Но, странное дело, в такие минуты молитвы — которая, впрочем, не всегда столь стремительно завладевала его душою, — когда в океане внутреннего света стихали все скорби и сомнения, ксендз Сурин рядом с этим светом замечал небольшое темное пятно где-то на самом дне своей души, крохотную, черную ячейку — резко отличную от этого света, от этого сияния божьего, маленький, обособленный уголок, где, скрючившись и прячась, но никогда не исчезая совсем, пребывало зло. И пока он молился, этот сгусток тьмы начинал выпускать черные, гибкие щупальца, они разматывались из каких-то узелков и бугорков и все больше оттесняли свет Иисусов. Черная масса быстро разрасталась — и ксендз Сурин вдруг видел так четко, словно телесными глазами, видел мысленным взором своим всю огромность и мощь зла. И весь мир являлся пред ним разделенным на свет и мрак, на сияние и тьму и с содроганием постигал ксендз могущество тьмы и, падая ниц пред этим ужасным видением, в отчаянии взывал:
— Боже, боже, зачем ты меня покинул?
Но на этот раз призрак дьявола явился ему в облике чуть ли не осязаемом — он видел прямо перед собой распластавшееся между окном и звездами гигантское черное тело, безмерно могучее и ужасное.

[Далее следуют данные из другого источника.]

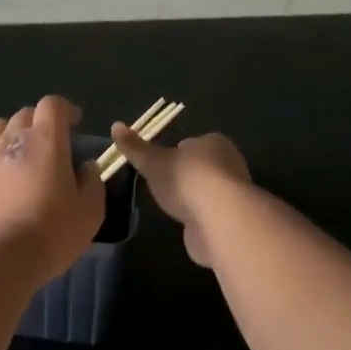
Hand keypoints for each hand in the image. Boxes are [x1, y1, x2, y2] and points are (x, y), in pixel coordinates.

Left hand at [0, 96, 105, 285]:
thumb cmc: (52, 230)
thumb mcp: (90, 210)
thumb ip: (92, 182)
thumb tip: (86, 167)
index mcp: (45, 140)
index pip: (52, 105)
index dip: (65, 110)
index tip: (75, 124)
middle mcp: (12, 140)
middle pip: (24, 115)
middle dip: (39, 122)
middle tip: (51, 145)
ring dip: (12, 135)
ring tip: (22, 156)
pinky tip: (3, 183)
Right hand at [106, 125, 250, 266]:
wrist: (220, 220)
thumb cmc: (186, 181)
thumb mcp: (153, 162)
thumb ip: (135, 147)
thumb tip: (115, 125)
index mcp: (213, 142)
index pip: (189, 144)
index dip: (172, 154)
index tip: (158, 167)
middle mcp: (230, 162)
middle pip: (200, 166)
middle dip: (184, 176)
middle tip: (162, 188)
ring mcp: (235, 192)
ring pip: (207, 190)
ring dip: (193, 198)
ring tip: (173, 207)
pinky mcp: (235, 217)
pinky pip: (213, 212)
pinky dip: (201, 217)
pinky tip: (188, 224)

Но ксендз Сурин не испугался; всматриваясь в мрак, где дьявол теснил звезды, он повторял:
— Я вижу тебя, вижу! Вижу, как ты злишься, что я пришел бороться с тобой. Здесь твое царство, но я послан другими людьми во имя божие. Я из иного царства, я свет, ты тьма, я добро, ты зло…
В пылу молитвы ксендз Сурин не заметил, как его мысли, то и дело цепляясь за впечатления этого дня и ночи, начали скользить по мирским предметам и постепенно отдаляться от высот, на которых он зрел борьбу неба и земли. Была ли тому причиной усталость от дальней дороги или же то, что он очутился в незнакомом месте и должен был привыкнуть к новой обстановке, — как бы то ни было, он опустился у окна на пол и, хотя глаза его были обращены к небу и к светочам небесным, стал думать о своем отъезде из Смоленска и о последней своей беседе с отцом провинциалом.

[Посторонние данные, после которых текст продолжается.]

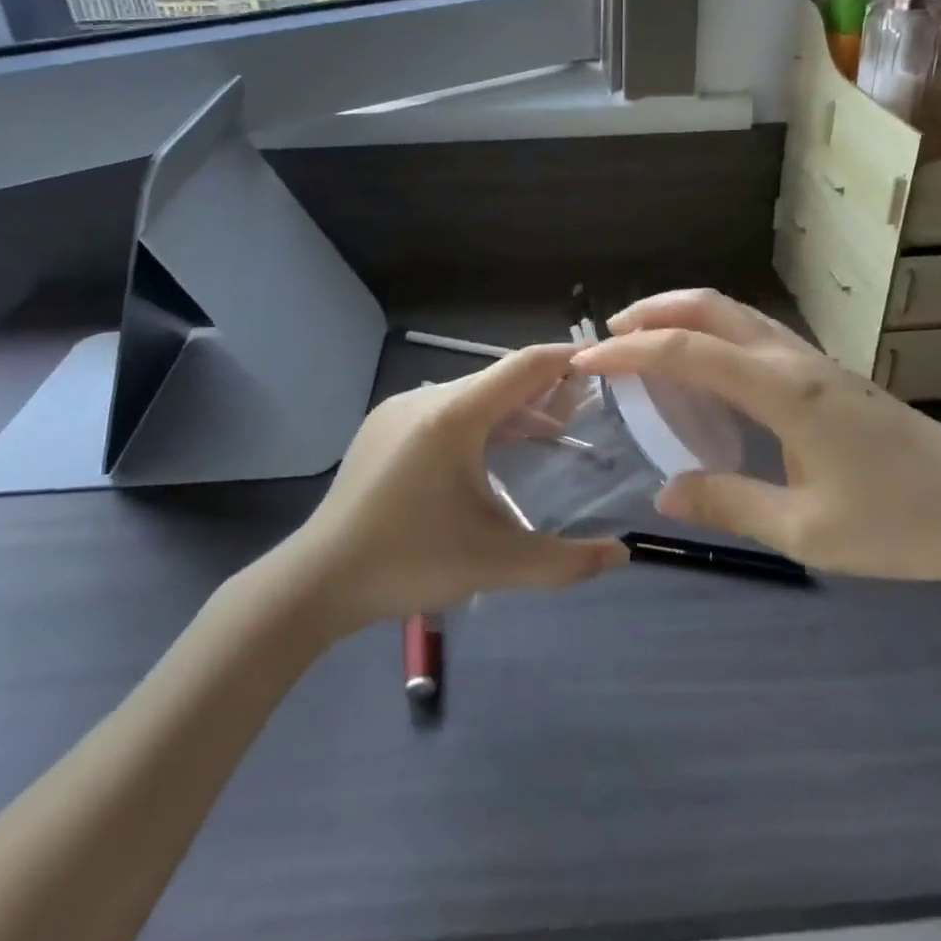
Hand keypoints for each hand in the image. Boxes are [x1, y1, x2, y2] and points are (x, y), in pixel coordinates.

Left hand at [278, 344, 626, 633]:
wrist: (316, 580)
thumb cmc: (409, 561)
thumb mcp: (495, 563)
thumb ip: (565, 560)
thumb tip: (623, 554)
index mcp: (454, 415)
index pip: (524, 366)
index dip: (567, 359)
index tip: (605, 360)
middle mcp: (426, 398)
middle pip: (499, 379)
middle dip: (543, 392)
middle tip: (582, 415)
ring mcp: (398, 409)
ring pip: (470, 395)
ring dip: (510, 410)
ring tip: (544, 436)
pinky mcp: (382, 426)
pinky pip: (443, 409)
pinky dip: (478, 421)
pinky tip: (487, 455)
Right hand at [570, 291, 940, 598]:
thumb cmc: (902, 524)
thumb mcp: (806, 530)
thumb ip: (730, 504)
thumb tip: (664, 492)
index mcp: (784, 391)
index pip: (688, 351)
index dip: (629, 352)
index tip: (585, 362)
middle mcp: (795, 360)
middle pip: (712, 308)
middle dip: (653, 312)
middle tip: (608, 337)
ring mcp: (815, 362)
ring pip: (736, 315)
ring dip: (683, 318)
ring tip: (644, 346)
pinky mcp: (829, 375)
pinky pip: (755, 336)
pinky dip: (713, 336)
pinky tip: (705, 373)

Он видел горницу в домике пани Сыруц, где состоялась эта беседа, и почтенную благочестивую вдову, которая, сидя у печки и грызя баранки, слушала напутствия отца провинциала ксендзу Сурину. Видел старого своего начальника, солдатскими жестами объясняющего, как надо преграждать дорогу черту да как, подбираясь к нему то с одной, то с другой стороны, покрепче ему допекать.

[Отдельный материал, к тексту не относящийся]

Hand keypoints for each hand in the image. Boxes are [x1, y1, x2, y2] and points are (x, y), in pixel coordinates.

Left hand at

Пани Сыруц с некоторым сомнением слушала рассуждения ксендза провинциала, кивала головой, но в кивках этих неизвестно, чего было больше — одобрения или осуждения. Провинциал в конце концов на нее даже прикрикнул:
— Ну, скажи хоть слово, матушка, — все только головой киваешь, а толку от этого никакого. Как полагаешь, верно я говорю или нет?
— Верно-то верно, — прошептала старушка. — Разве может быть что-нибудь неверное в том, что говорит ксендз провинциал? Но мне сдается, что лучшее оружие, каким господь бог наделил нас против дьявола, это молитва.
— Ну и что? А я разве не говорю, что молитва? — с горячностью возразил провинциал. — Молитва, конечно же, молитва, так я и говорю.
— Говоришь так, — молвила старушка, — да сам не очень-то знаешь, что такое молитва, — заключила она самым невозмутимым тоном.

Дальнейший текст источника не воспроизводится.